# denia campsite



## tomnjune (May 1, 2005)

hi all
can anyone recommend any campsites near to Denia, going down in 
march via santander. not been that far south in the van, so we are 
loooking for a reasonably priced site in that area, for about 3 weeks.

thanks june


----------



## sailor (Aug 23, 2005)

Not sure this is too helpful as its not denia!

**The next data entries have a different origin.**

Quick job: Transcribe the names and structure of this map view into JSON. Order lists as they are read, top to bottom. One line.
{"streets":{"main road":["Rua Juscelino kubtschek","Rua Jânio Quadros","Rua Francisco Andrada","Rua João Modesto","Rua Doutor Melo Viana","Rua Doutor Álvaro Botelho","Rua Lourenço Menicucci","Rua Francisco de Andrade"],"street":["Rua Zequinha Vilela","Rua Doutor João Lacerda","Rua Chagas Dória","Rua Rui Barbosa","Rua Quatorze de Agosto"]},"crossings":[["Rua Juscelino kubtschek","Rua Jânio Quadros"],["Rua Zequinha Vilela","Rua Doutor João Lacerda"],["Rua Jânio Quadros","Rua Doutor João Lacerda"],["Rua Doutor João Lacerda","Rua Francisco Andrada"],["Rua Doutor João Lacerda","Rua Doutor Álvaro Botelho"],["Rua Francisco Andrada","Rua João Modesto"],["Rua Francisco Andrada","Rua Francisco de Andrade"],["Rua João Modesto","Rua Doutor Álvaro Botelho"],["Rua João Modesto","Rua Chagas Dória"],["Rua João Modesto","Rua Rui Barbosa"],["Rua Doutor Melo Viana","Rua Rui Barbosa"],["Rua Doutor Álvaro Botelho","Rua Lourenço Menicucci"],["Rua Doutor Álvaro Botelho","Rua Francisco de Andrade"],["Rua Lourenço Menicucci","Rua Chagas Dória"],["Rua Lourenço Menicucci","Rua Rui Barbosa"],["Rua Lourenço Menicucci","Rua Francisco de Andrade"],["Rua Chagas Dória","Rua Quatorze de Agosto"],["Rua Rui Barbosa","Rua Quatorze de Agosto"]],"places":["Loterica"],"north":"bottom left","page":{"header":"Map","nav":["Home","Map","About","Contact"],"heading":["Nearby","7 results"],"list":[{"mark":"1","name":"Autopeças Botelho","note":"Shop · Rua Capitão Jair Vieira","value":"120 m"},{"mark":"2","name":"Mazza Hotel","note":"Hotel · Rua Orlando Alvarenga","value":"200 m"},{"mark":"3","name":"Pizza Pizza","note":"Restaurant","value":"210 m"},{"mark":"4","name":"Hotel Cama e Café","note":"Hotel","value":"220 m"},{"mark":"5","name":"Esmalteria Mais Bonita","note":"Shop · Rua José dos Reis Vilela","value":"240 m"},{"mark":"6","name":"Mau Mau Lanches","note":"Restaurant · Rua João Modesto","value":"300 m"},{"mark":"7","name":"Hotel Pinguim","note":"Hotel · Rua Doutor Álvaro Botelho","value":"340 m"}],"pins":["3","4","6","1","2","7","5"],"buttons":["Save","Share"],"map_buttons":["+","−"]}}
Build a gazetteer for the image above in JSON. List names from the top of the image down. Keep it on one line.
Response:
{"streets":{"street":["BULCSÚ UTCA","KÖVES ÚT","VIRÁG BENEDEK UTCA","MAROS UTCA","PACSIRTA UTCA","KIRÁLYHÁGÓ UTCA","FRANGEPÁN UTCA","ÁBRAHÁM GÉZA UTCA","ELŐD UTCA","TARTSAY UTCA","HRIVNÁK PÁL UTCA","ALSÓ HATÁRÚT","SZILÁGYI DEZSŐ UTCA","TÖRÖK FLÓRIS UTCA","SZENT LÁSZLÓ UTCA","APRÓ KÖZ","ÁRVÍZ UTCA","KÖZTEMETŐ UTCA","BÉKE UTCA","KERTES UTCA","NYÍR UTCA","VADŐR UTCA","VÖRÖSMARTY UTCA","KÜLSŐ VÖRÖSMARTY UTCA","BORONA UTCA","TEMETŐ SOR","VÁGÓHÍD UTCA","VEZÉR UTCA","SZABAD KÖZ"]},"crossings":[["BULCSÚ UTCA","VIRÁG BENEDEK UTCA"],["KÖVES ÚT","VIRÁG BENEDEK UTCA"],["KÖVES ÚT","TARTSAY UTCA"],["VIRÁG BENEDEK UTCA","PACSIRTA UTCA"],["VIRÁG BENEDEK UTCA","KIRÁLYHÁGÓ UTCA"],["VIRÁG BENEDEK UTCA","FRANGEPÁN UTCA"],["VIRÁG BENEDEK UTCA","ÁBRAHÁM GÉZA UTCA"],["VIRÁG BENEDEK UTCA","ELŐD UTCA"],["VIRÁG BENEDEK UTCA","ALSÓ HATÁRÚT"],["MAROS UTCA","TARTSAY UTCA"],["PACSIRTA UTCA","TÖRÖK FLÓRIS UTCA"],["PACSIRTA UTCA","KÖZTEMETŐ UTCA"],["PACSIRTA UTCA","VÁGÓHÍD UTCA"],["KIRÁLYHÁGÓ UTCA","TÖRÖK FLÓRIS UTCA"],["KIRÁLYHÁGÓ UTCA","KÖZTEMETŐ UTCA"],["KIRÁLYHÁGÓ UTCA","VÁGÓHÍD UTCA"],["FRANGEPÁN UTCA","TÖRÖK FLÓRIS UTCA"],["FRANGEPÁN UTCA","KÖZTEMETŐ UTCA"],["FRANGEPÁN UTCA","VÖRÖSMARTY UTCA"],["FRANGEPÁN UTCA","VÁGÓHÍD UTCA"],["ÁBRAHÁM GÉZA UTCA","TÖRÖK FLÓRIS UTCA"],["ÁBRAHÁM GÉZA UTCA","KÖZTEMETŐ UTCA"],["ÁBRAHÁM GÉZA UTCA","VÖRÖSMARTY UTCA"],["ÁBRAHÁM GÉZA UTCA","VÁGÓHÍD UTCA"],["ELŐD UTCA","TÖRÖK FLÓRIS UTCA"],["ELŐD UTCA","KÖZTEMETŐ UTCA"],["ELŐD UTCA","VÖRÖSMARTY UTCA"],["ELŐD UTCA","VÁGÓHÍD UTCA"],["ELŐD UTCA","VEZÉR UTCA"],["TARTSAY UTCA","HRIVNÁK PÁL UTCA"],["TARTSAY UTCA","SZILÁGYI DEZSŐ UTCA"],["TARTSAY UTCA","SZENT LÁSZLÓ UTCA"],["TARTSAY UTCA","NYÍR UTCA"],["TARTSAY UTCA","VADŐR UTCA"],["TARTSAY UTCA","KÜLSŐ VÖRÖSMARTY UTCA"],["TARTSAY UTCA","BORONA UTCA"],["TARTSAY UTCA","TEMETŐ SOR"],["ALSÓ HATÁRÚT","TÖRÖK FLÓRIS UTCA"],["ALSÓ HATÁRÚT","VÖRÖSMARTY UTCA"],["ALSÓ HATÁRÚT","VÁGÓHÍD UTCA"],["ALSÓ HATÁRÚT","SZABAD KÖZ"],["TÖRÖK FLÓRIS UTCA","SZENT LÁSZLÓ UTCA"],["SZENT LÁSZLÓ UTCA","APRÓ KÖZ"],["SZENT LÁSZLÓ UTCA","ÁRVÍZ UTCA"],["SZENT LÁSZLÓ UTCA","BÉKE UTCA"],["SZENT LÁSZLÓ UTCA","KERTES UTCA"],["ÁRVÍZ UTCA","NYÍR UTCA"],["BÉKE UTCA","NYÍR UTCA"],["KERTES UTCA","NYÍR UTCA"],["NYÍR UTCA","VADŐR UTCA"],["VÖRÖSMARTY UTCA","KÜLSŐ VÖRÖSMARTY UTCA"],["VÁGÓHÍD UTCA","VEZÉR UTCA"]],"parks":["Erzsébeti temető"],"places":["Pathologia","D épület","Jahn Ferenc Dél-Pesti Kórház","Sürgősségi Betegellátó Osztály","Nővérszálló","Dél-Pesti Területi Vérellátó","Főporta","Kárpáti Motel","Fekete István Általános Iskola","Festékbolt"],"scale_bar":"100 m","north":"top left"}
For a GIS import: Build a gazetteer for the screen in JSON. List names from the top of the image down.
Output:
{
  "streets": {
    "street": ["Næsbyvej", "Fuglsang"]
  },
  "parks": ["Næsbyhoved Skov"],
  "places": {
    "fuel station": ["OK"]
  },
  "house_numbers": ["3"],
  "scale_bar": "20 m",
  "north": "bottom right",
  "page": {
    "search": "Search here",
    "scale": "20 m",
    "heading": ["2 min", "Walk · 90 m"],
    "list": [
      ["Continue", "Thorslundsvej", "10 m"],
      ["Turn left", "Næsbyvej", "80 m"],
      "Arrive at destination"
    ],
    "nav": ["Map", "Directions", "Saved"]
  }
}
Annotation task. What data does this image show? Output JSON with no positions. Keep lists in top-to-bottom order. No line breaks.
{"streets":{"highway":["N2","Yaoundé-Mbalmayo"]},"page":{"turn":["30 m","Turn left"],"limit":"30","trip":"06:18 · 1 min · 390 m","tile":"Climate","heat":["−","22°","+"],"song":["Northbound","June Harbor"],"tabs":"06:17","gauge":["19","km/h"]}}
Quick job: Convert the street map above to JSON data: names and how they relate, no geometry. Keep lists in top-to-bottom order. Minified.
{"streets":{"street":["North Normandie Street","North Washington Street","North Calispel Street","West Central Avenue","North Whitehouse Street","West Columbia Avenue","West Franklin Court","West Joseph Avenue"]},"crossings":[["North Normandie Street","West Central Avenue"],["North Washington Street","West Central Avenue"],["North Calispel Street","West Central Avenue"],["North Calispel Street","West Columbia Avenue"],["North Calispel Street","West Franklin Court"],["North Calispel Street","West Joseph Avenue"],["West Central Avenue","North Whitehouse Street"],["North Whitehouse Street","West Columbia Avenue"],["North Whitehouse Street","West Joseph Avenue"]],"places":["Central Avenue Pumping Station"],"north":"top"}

But we stayed in Javea for 5 nights a few weeks ago, Javea is just along the coast from Denia. We stayed in Camping Javea. It was very convenient for a motorhome as you can walk to all of the places of interest, the old town, the market, the port etc. We liked it. It was reasonably cheap courtesy of our ACSI card - if you do not have one of these, they are a must for off season camping as they save you a fortune. We also hired a car for a day to go on some of the tiny Spanish roads into the mountains, and the car hire place is also a short walk from Camping Javea. www.camping-javea.com

Note, Jave is also known as Xabia (in Valencian) - this confused us for a while!

Jeff O


----------



## didi (Oct 10, 2005)

*Denia campsite*

Hi,
We`ve stayed at Camping Los Pinos in the Rosas district. It`s near the beach and one can stroll into town. From Denia town centre follow signs for Javier, run alongside the port and there is a left fork for Las Rosas. 
Approach is fairly narrow but possible for most outfits. Try website www.lospinosdenia.com for photos of site, or google `Denia Spain` for maps and info.
Didi.


----------



## babyrhino (Oct 19, 2006)

Kiko Park at Oliva is nice - right next to beach and with good but expensive restaurant.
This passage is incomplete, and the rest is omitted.